Il y a eu des mouvements spécialisés, notamment autour des questions d’énergie ou de matériaux. Les amoureux du bois, de la terre ou de la pierre, le mouvement bioclimatique, les énergies renouvelables en réponse aux chocs pétroliers. Mouvements qui sont restés marginaux en volume, mais qui n’ont pas été considérés comme contraires au progrès, comme des ennemis du courant dominant. Leur succès a été fortement terni par les contre chocs pétroliers, mais ils n’ont pas pour autant été rejetés. Ils ont du s’adapter, parfois au prix fort.

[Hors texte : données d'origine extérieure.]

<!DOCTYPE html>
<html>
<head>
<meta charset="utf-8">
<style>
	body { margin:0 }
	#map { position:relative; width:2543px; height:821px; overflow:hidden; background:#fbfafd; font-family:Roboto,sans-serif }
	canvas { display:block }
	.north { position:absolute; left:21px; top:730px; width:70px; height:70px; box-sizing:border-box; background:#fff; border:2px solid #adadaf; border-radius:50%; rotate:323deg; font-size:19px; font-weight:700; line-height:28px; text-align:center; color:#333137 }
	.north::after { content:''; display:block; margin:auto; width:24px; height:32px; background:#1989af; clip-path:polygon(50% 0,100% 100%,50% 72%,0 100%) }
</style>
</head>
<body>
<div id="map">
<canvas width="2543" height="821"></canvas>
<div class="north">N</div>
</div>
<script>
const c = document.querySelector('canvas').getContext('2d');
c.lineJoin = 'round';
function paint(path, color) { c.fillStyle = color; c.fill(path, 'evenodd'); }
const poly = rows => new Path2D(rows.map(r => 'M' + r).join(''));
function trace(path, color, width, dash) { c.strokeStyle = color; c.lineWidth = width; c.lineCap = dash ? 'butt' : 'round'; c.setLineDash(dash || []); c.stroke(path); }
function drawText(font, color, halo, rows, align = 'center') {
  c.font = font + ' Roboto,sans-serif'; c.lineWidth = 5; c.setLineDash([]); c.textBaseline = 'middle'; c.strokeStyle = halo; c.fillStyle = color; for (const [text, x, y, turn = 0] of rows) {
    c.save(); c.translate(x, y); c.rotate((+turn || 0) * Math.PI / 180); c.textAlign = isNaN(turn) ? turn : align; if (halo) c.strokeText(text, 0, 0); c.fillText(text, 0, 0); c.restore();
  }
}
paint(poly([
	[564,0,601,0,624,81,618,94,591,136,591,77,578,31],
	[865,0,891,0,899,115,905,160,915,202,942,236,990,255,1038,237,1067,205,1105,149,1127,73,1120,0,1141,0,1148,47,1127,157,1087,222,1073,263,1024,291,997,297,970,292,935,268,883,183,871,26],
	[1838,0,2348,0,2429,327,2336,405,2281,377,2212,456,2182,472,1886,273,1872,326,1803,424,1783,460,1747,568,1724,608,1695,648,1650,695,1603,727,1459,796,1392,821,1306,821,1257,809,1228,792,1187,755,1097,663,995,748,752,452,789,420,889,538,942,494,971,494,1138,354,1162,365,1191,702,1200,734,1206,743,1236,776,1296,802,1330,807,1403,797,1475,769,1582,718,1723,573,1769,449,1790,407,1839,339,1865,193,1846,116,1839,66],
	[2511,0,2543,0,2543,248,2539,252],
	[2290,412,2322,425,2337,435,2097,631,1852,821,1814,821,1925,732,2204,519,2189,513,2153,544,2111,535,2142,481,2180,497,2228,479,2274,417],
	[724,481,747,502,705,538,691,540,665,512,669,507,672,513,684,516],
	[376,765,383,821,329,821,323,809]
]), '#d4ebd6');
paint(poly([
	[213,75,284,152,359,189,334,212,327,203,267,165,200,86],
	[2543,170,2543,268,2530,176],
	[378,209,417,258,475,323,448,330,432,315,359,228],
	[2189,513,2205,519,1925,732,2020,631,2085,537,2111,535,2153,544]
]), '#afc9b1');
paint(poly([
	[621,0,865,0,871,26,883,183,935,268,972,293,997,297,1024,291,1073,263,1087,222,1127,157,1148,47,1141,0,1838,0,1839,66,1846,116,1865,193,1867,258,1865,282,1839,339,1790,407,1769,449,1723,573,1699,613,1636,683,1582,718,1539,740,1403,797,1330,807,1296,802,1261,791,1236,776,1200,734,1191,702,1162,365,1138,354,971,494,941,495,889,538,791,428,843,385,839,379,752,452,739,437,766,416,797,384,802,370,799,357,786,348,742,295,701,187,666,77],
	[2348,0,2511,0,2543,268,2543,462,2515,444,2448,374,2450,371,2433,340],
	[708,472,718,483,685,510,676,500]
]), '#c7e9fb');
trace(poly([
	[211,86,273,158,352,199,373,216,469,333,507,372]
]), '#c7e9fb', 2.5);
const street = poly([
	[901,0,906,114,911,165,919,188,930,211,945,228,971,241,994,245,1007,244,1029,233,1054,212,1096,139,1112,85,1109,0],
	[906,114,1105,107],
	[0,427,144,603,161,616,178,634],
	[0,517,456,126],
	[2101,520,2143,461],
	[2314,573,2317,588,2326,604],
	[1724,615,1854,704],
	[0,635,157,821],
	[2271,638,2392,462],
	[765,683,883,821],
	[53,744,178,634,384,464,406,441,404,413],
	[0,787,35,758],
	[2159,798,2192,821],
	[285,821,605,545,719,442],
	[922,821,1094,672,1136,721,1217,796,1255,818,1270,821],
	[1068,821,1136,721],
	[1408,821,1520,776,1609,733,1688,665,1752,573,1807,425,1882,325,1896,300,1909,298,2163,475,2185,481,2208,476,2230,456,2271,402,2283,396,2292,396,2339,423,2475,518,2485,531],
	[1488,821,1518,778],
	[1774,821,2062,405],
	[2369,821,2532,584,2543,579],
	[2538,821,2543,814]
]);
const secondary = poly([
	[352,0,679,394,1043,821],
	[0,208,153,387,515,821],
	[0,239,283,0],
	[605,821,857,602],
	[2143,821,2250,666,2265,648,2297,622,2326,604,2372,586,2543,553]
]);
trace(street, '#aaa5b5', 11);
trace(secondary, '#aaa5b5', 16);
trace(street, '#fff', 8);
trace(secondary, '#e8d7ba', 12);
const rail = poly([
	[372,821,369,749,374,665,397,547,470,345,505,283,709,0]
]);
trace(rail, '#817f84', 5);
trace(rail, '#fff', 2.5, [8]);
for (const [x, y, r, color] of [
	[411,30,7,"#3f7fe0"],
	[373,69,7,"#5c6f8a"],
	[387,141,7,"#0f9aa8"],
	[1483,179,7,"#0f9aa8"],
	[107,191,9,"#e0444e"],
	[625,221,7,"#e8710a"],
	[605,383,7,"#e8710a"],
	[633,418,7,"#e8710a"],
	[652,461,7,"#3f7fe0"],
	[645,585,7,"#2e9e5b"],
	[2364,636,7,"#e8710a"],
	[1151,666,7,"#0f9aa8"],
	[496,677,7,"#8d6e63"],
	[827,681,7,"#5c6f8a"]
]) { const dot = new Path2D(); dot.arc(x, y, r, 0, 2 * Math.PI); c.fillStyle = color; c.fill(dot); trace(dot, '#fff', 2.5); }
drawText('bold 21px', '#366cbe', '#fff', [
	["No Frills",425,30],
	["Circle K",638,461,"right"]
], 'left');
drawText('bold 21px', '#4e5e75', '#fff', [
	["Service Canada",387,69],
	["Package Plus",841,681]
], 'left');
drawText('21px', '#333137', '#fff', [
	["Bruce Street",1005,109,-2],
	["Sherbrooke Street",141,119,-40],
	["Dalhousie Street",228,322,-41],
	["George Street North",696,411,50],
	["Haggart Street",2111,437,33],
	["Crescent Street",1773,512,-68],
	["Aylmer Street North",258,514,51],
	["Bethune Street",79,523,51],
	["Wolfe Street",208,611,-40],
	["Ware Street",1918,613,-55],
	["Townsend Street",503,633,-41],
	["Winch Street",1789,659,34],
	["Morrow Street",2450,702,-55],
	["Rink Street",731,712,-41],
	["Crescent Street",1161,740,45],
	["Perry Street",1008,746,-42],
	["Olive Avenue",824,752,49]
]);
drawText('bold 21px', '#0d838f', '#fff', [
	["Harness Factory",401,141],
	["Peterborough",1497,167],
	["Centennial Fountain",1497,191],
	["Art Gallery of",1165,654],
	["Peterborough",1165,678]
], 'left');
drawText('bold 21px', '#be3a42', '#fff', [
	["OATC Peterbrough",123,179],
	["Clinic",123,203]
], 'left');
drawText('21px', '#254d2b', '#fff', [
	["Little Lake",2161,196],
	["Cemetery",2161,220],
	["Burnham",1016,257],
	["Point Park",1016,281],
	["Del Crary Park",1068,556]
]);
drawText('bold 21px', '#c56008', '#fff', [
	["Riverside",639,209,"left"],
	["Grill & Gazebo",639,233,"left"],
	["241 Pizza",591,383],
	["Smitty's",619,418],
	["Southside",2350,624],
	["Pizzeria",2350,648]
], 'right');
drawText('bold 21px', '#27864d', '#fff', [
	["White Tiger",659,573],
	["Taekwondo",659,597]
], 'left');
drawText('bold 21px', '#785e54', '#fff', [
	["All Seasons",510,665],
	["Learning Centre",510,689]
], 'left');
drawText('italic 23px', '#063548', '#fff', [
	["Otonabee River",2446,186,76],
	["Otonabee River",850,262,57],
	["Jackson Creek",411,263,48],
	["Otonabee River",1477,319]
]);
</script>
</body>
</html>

C’est dans les années 1990, dans le prolongement notamment de la conférence de Rio, que les démarches de qualité environnementales se sont développées dans les pays industrialisés. Un mouvement international, où le Canada et le Royaume Uni s ont joué un rôle moteur. La chance a été de parvenir à se faire reconnaître comme une démarche de progrès. Tout le monde n’était pas prêt pour autant à s’engager, loin de là, mais les nombreux sceptiques observaient de loin l’évolution sans s’y opposer. Une démarche volontaire, présentée comme une nouvelle approche technique et managériale, et non comme un îlot de résistance. La progression du concept de qualité environnementale ne s’est pas faite contre les approches classiques, mais à côté, avec l’engagement de quelques professionnels et d’organismes collectifs qui ne pouvaient rester à l’écart de cette démarche.
Un contexte favorable a permis le changement d’échelle. Quelle que soit la forme retenue, transversale avec la HQE ou spécialisée sur l’énergie, la question de l’effet de serre et l’augmentation du prix du pétrole ont été des accélérateurs du processus d’engagement des professionnels. La recherche de performances en matière environnementale ou énergétique est devenue une des composantes des métiers du bâtiment, un axe de progrès pour les entreprises, les industriels, et les métiers de la conception. L’engagement n’est pas toujours sincère, il y a un peu de tricherie ici et là, il reste encore de nombreux réticents, mais ils sont emportés par la dynamique. Le renforcement de la réglementation n’est plus une menace, mais une étape normale que beaucoup cherchent à anticiper grâce à des labels ou autres formes de reconnaissance.
Il n’y a plus besoin de « concilier » l’environnement avec l’économie, comme on a souvent dit. L’environnement est devenu un moteur de progrès, dans lequel les acteurs s’engagent spontanément. Nous sommes bien au cœur du développement durable.